La pioggia non ha imperversato come ieri, ma ha pur sempre rallentato i programmi di Moto2 e Moto3 in pista a Jerez per tre giorni di prove prima dell’inizio del campionato in Qatar. Temperature basse ed un pista mai completamente asciutta (giornata caratterizzata da rovesci a intermittenza) hanno scompaginato e non di poco le tabelle di marcia, limitando notevolmente l’azione in pista ed offrendo classifiche meno indicative del solito. Piloti e squadre potranno fare un terzo ed ultimo tentativo domani, anche se continua ad essere previsto maltempo.

Moto3 – Tutti i piloti hanno realizzato il miglior tempo nella seconda sessione, prima del l’arrivo dell’ennesimo temporale. Jorge Navarro (nella foto) ha abbassato i riferimenti fino a 1’48.189, circa nove decimi più rapido del miglior tempo di Niccolò Antonelli di ieri (1’49.055). Lo spagnolo vice-campione del CEV ha inflitto distacchi pesanti agli inseguitori, soltanto due dei quali sono riusciti anch’essi a ritoccare il tempo di Antonelli e contenere il distacco entro il secondo; si tratta di Danny Kent, secondo (+0.741) e Fabio Quartararo, terzo (+0.844).

Il dominio di Honda al vertice (quattro moto nelle prime cinque posizioni) non è completo soltanto grazie alla buona prova di Jorge Martin, quarto in sella alla Mahidra (+1.076), che ha preceduto il primo italiano in classifica, Enea Bastianini, quinto per dodici millesimi nonostante abbia messo soltanto 10 giri a referto nell’intero arco della giornata. A ben vedere, il primato tricolore spetterebbe comunque ad Antonelli in virtù del tempo di ieri (il pilota di Cattolica sarebbe quarto), riguardo al quale non ci sono state comunicazioni ufficiali su annullamenti o altri provvedimenti che non lo rendano valido per la classifica, che lo pone invece all’ottavo posto in virtù di un 1’49.417 siglato oggi.

Immediatamente alle spalle di Antonelli c’è Romano Fenati, nono e primo su KTM a +1.244. Le moto austriache hanno fin qui pagato un gap di potenza non indifferente, tanto che pare siano stati portati aggiornamenti tecnici sostanziali sul fronte motore prima del consueto sorteggio stagionale. Fenati è anche sceso in pista sotto la pioggia nell’ultima sessione odierna, realizzando il terzo tempo alle spalle di Hanika e Kornfeil.

Dodicesimo tempo per Andrea Locatelli (+1.859), che perde una posizione rispetto a ieri ma migliora di quattro decimi i propri riferimenti personali sulla Honda del team Gresini. Passi avanti netti anche da parte di Alessandro Tonucci, sedicesimo (+2.587) e Stefano Manzi, diciottesimo (+2.771), entrambi su Mahindra. Venticinquesimo Matteo Ferrari con soli nove giri all’attivo a causa di una caduta, mentre Francesco Bagnaia e Andrea Migno chiudono la classifica non avendo girato nella sessione “buona” viste le condizioni comunque “miste”.

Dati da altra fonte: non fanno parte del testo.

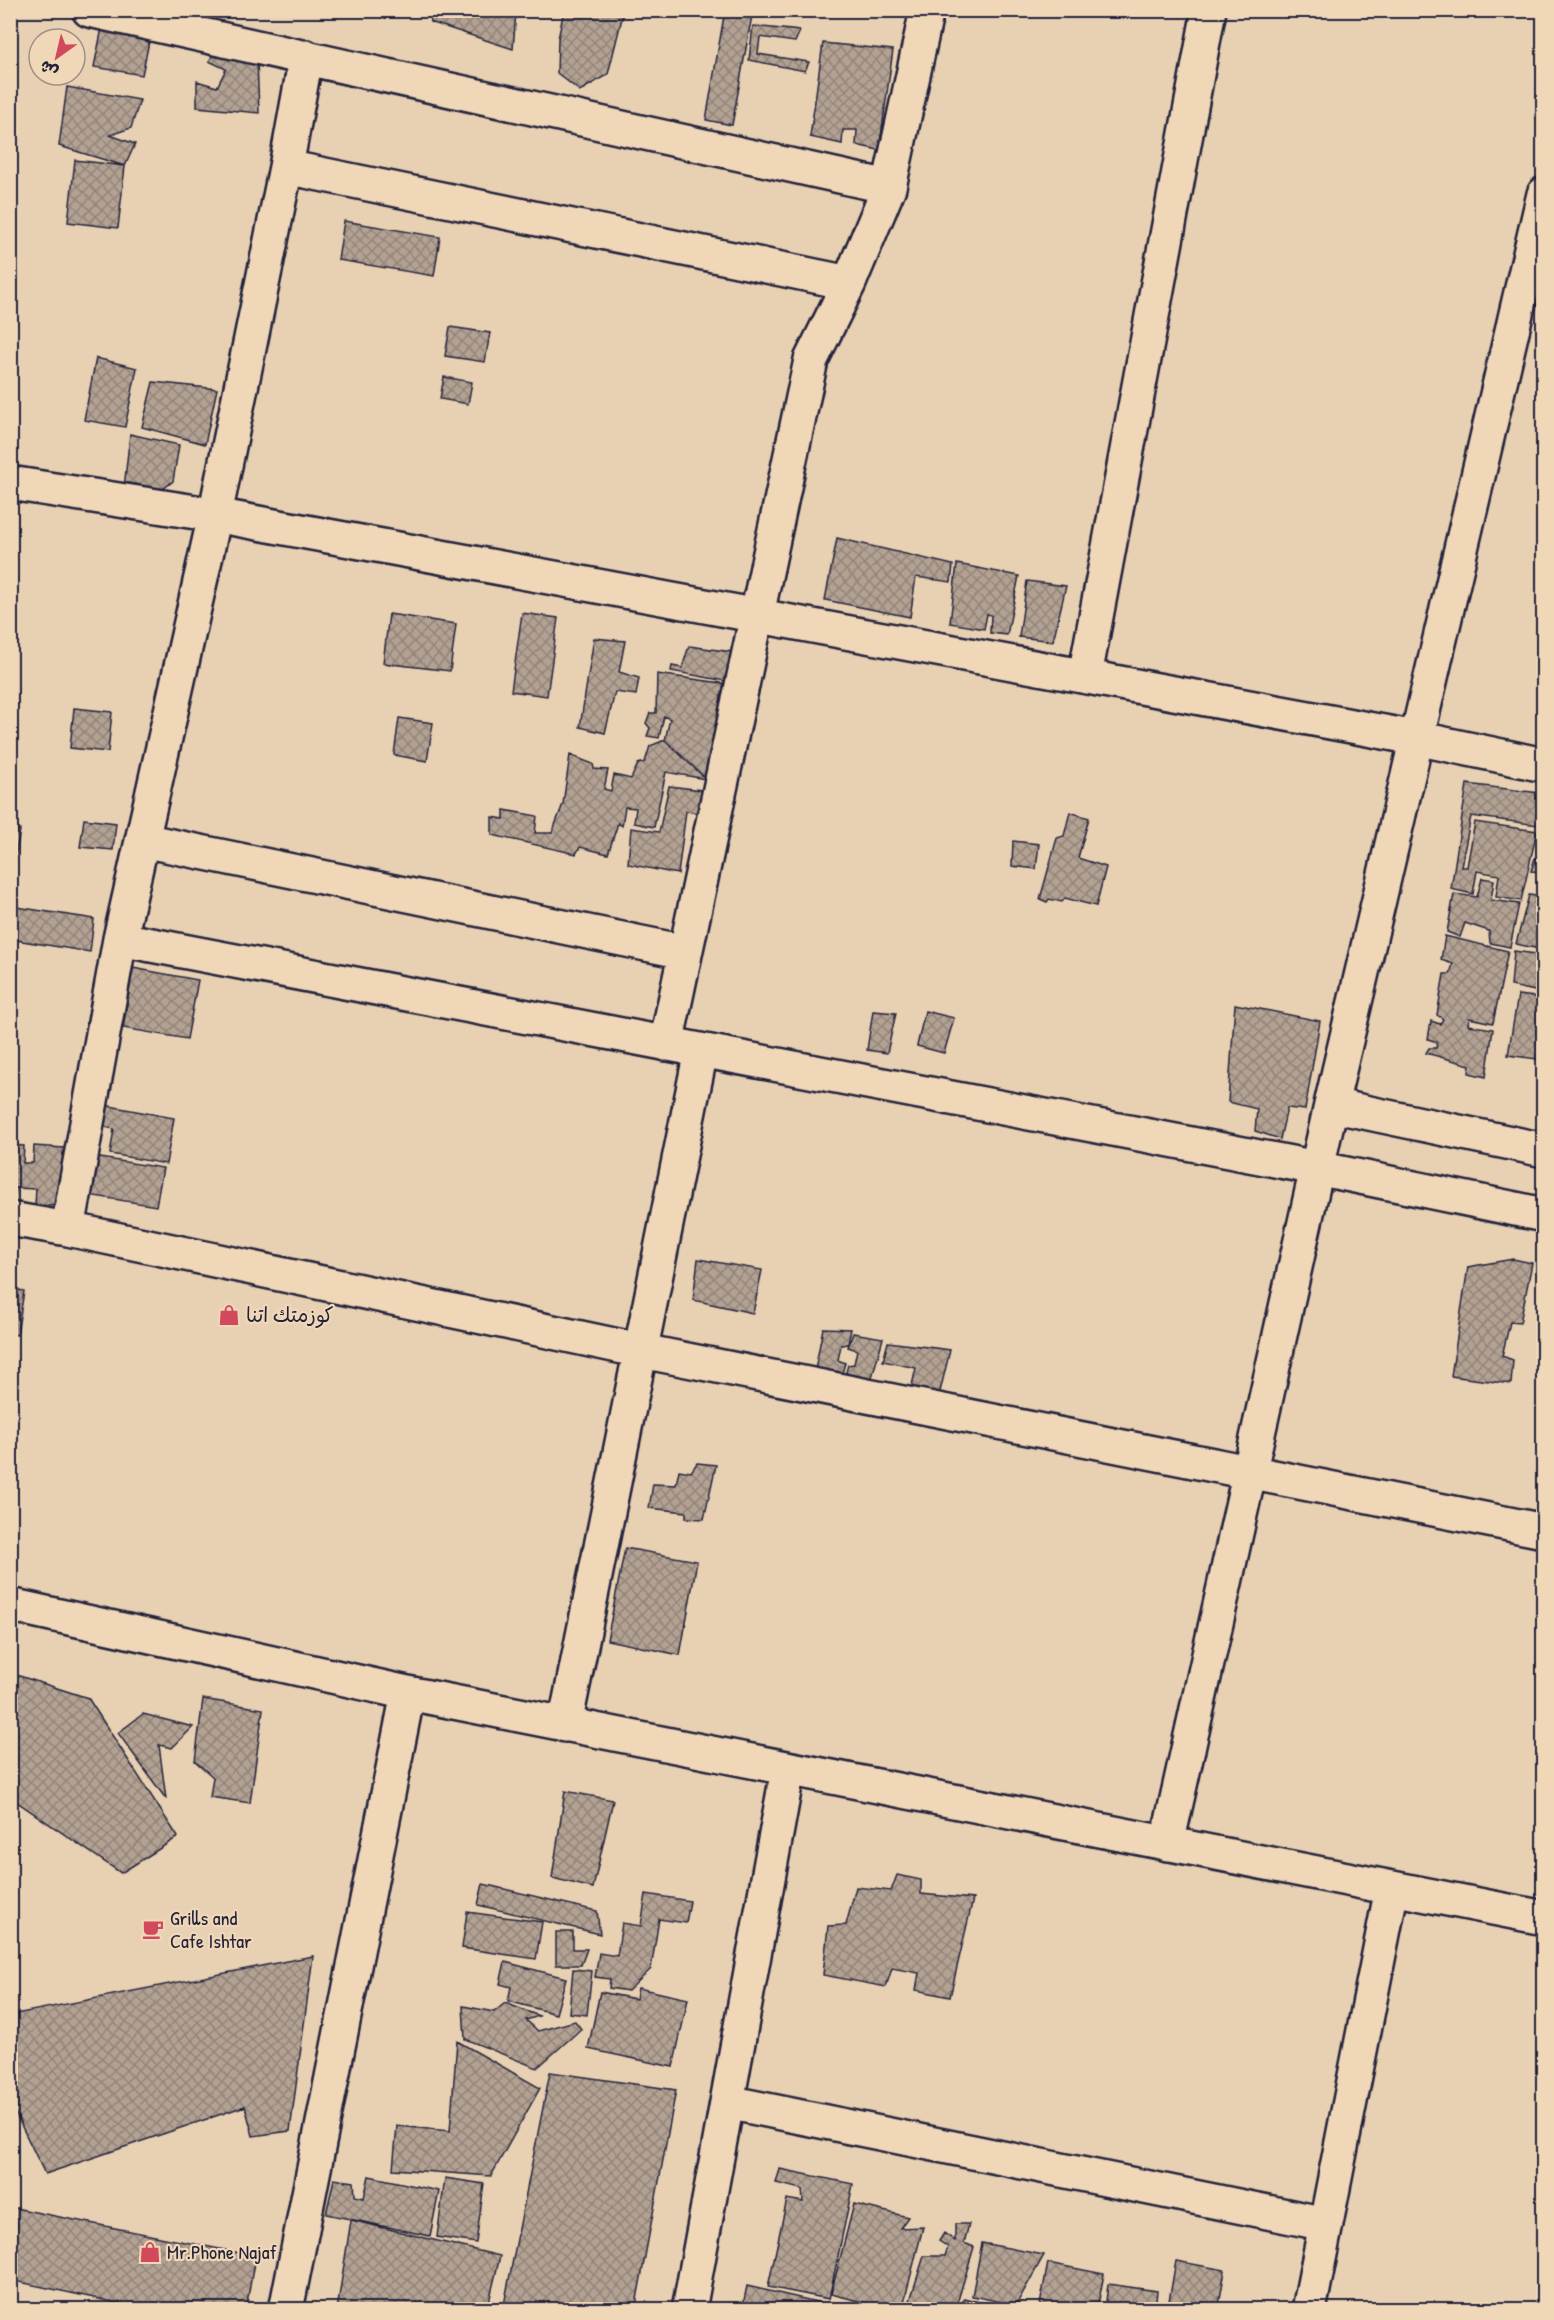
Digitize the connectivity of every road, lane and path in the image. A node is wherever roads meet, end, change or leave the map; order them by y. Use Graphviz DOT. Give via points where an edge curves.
graph roads {
  1 [pos="89,10"];
  2 [pos="927,10"];
  3 [pos="1209,10"];
  4 [pos="306,57"];
  5 [pos="286,167"];
  6 [pos="889,187"];
  7 [pos="1544,194"];
  8 [pos="849,283"];
  9 [pos="1533,285"];
  10 [pos="10,483"];
  11 [pos="216,515"];
  12 [pos="756,616"];
  13 [pos="1084,676"];
  14 [pos="1416,738"];
  15 [pos="1544,765"];
  16 [pos="142,840"];
  17 [pos="120,939"];
  18 [pos="686,952"];
  19 [pos="666,1044"];
  20 [pos="701,1051"];
  21 [pos="1331,1105"];
  22 [pos="1544,1150"];
  23 [pos="1317,1168"];
  24 [pos="1544,1215"];
  25 [pos="10,1219"];
  26 [pos="68,1228"];
  27 [pos="642,1351"];
  28 [pos="1250,1473"];
  29 [pos="1544,1531"];
  30 [pos="10,1605"];
  31 [pos="408,1693"];
  32 [pos="565,1725"];
  33 [pos="788,1769"];
  34 [pos="1167,1844"];
  35 [pos="1392,1888"];
  36 [pos="1544,1918"];
  37 [pos="727,2102"];
  38 [pos="1326,2224"];
  39 [pos="286,2310"];
  40 [pos="689,2310"];
  41 [pos="1309,2310"];
  1 -- 4 [label="street"];
  2 -- 6 [label="street"];
  3 -- 13 [label="street"];
  4 -- 5 [label="street"];
  4 -- 6 [label="street"];
  5 -- 8 [label="street"];
  5 -- 11 [label="street"];
  6 -- 8 [label="street"];
  7 -- 9 [label="street"];
  8 -- 12 [label="street" via="811,360"];
  9 -- 14 [label="street"];
  10 -- 11 [label="street"];
  11 -- 12 [label="street"];
  11 -- 16 [label="street"];
  12 -- 13 [label="street"];
  12 -- 18 [label="street"];
  13 -- 14 [label="street"];
  14 -- 15 [label="street"];
  14 -- 21 [label="street"];
  16 -- 17 [label="street"];
  16 -- 18 [label="street"];
  17 -- 19 [label="street"];
  17 -- 26 [label="street"];
  18 -- 19 [label="street"];
  19 -- 20 [label="street"];
  20 -- 23 [label="street"];
  20 -- 27 [label="street"];
  21 -- 22 [label="street"];
  21 -- 23 [label="street"];
  23 -- 24 [label="street"];
  23 -- 28 [label="street"];
  25 -- 26 [label="street"];
  26 -- 27 [label="street"];
  27 -- 28 [label="street"];
  27 -- 32 [label="street"];
  28 -- 29 [label="street"];
  28 -- 34 [label="street"];
  30 -- 31 [label="street"];
  31 -- 32 [label="street"];
  31 -- 39 [label="street"];
  32 -- 33 [label="street"];
  33 -- 34 [label="street"];
  33 -- 37 [label="street"];
  34 -- 35 [label="street"];
  35 -- 36 [label="street"];
  35 -- 38 [label="street"];
  37 -- 38 [label="street"];
  37 -- 40 [label="street"];
  38 -- 41 [label="street"];
}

Moto2 – Con una pista sostanzialmente più veloce nel primo turno del mattino, Sam Lowes ha siglato il miglior tempo grazie ad un 1’44.129, circa un secondo e mezzo più lento della pole position di Kallio sull’asciutto lo scorso anno (1'42.766). Il britannico su Speed Up, forse anche per le condizioni meteo a lui famigliari, ha rifilato oltre un secondo di distacco a tutti gli avversari.

Al secondo posto c’è Jonas Folger (+1.078), mentre chiude il podio virtuale Thomas Luthi (+1.115). Più staccato, Takaaki Nakagami precede Randy Krummenacher e Azlan Shah, mentre è soltanto settimo (+1.739) il campione in carica Tito Rabat, stakanovista di giornata con 53 giri cronometrati. Chiudono la Top 10, sotto i due secondi di ritardo, Dominique Aegerter, Julian Simon, e Mika Kallio.

Undicesimo tempo per Franco Morbidelli (+2.255), in grande spolvero nell’ultima sessione di giornata sotto la pioggia, dove è stato preceduto soltanto da Zarco e Cardus. Diciottesimo Lorenzo Baldassarri, fanalino di coda Simone Corsi senza giri all’attivo.